Hazlara sınır çekmek...
Biraz öyle biraz değil. Kapalı ve toplu yaşanan yerde içilen sigarayı savunmayı gerektiren hiçbir kural yok. Ekspress dergisinin son sayısında yer alan, sigara yasağına karşı hazların özgürlüğünü ve onları bir direnme alanı olarak savunan yazıları büyük bir zevkle okudum ama gene de ikna olmadım. İnsanın kendi kontrolü içinde hatta belki de kendi kendisini tahrip duygusu içinde sürdürdüğü zevk hayatına diyecek bir şeyim yok ama sigara konusunda işler epey farklı. Pasif içiciliğin zararlı olmadığı görüşüne de katılmıyorum, çünkü. Belli bir düzeyin ötesinde beni bu derecede rahatsız eden ve bunaltan bir başka "zevk"e ne şahit olmak istiyorum ne de muhatap.

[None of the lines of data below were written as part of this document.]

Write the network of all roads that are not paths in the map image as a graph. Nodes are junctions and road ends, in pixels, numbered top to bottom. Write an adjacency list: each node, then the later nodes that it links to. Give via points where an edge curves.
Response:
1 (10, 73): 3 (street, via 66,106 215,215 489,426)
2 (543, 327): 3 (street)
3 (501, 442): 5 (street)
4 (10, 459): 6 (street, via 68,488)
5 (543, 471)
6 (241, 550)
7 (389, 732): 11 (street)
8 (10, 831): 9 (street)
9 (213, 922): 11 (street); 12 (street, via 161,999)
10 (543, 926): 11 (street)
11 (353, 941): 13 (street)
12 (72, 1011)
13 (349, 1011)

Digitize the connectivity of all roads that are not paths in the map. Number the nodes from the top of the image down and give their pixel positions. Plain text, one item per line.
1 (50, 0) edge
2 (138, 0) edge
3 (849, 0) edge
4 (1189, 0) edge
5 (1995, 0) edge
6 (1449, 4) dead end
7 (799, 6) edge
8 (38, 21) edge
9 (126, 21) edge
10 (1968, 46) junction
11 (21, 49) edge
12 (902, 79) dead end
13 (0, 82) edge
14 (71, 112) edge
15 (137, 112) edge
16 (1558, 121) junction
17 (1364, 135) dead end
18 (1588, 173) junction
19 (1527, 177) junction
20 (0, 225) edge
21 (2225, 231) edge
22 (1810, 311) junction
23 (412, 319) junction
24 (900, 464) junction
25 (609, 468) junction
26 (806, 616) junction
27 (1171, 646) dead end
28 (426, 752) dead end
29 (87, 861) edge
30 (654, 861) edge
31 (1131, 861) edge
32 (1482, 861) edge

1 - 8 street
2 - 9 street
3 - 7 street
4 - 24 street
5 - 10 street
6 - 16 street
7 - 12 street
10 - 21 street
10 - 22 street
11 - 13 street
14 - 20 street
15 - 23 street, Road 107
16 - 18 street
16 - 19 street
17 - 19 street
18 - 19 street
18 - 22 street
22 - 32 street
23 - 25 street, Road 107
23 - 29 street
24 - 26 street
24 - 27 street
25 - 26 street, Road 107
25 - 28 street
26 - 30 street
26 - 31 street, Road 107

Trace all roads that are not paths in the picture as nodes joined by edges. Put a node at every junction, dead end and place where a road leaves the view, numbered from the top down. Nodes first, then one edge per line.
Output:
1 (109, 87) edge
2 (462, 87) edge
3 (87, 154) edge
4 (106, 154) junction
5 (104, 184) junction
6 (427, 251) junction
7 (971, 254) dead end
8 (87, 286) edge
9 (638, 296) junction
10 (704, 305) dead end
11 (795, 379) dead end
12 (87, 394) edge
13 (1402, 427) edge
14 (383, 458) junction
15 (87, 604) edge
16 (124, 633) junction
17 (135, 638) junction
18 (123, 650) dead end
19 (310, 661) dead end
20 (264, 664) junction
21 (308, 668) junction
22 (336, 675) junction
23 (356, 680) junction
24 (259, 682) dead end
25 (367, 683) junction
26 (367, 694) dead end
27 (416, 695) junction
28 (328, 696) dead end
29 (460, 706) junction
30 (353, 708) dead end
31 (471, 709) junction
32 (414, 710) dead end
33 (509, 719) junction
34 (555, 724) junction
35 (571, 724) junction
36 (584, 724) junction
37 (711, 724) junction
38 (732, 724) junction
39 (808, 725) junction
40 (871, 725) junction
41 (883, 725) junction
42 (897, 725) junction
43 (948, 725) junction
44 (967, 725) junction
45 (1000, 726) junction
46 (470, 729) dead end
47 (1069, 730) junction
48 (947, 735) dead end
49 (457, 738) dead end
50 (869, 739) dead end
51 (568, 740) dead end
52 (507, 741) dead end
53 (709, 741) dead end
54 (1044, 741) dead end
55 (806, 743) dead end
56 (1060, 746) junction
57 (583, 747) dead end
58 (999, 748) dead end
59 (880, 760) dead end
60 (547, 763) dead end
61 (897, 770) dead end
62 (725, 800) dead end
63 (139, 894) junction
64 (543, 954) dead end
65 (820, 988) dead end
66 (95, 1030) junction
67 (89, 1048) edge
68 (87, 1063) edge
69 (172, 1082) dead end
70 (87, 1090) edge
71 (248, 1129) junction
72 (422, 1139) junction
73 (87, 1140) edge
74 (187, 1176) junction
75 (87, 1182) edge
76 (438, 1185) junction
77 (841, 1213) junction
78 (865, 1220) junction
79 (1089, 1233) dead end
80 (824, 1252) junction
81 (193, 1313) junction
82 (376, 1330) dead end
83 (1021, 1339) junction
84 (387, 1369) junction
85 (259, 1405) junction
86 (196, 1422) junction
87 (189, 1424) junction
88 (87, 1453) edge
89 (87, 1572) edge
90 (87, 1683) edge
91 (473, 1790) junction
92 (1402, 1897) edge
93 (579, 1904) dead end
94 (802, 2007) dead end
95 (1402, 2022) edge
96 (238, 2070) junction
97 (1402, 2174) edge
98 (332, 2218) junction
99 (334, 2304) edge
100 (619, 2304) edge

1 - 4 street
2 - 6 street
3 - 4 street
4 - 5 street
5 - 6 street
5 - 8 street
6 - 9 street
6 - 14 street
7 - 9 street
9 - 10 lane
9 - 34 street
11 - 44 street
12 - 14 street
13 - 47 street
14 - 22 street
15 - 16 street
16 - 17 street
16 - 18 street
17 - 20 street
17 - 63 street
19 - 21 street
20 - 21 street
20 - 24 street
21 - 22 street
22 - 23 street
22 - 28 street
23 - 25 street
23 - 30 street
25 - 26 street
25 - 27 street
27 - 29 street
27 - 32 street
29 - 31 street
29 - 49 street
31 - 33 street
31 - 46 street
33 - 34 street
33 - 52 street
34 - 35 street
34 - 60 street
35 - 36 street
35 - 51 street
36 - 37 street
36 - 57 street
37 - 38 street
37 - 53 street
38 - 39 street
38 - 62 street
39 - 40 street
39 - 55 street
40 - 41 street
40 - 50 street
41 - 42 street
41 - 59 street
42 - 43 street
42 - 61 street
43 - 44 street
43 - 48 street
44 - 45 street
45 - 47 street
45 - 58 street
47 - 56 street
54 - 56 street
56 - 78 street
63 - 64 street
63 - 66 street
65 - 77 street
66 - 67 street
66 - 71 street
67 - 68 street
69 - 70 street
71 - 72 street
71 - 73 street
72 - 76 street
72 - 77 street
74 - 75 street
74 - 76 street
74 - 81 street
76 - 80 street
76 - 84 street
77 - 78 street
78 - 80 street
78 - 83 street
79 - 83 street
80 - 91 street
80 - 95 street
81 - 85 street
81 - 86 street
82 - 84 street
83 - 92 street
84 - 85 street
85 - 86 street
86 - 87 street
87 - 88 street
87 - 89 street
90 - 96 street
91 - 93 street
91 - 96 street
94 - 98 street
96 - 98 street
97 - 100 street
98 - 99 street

Yasak yumuşatılamaz mı, yasağın sınırları biraz daha genişletilemez mi? Pek sanmıyorum.
Çünkü Ekspress dergisi haklıdır, bu işin içinde kapitalizmin matematiği büyük bir rol oynuyor. Sigara ve tütün onca saltanat sürdürdükten ve onca reklama muhatap olduktan sonra nasıl bu noktaya geldi derseniz cevabı çok açıktır: özel sağlık sigortası şirketlerinin dayatmasıyla. Tütün ürünleriyle kanser arasındaki ilişki bulunduktan ve kanserin bunca yaygınlaşmasından sonra hatırlandı ve uygulandı yasaklama. Buradan geriye dönüş ancak çok radikal koşullarda olacaktır.
Köy kahvelerinde nasıl olacak deniyor? Onu bilmem. Bilinçlenme böyle bir şeydir. Bir süre sonra oralarda da denetimler, ister resmi ister şahsi, başlayacak ve sigara da sigaralı kahve sosyalleşmesi de hayatımızdan çıkıp gidecek.
Hayatının kırk yılını kahvelerde geçirmiş, geçiren birisi olarak söyleyeyim: çalışırken içtiğim güzel puroların tadını ve verdiği hazzı unutmam, inkâr etmem ama sigarasız kahve hayatım ötekinden her anlamda misli misli zevklidir.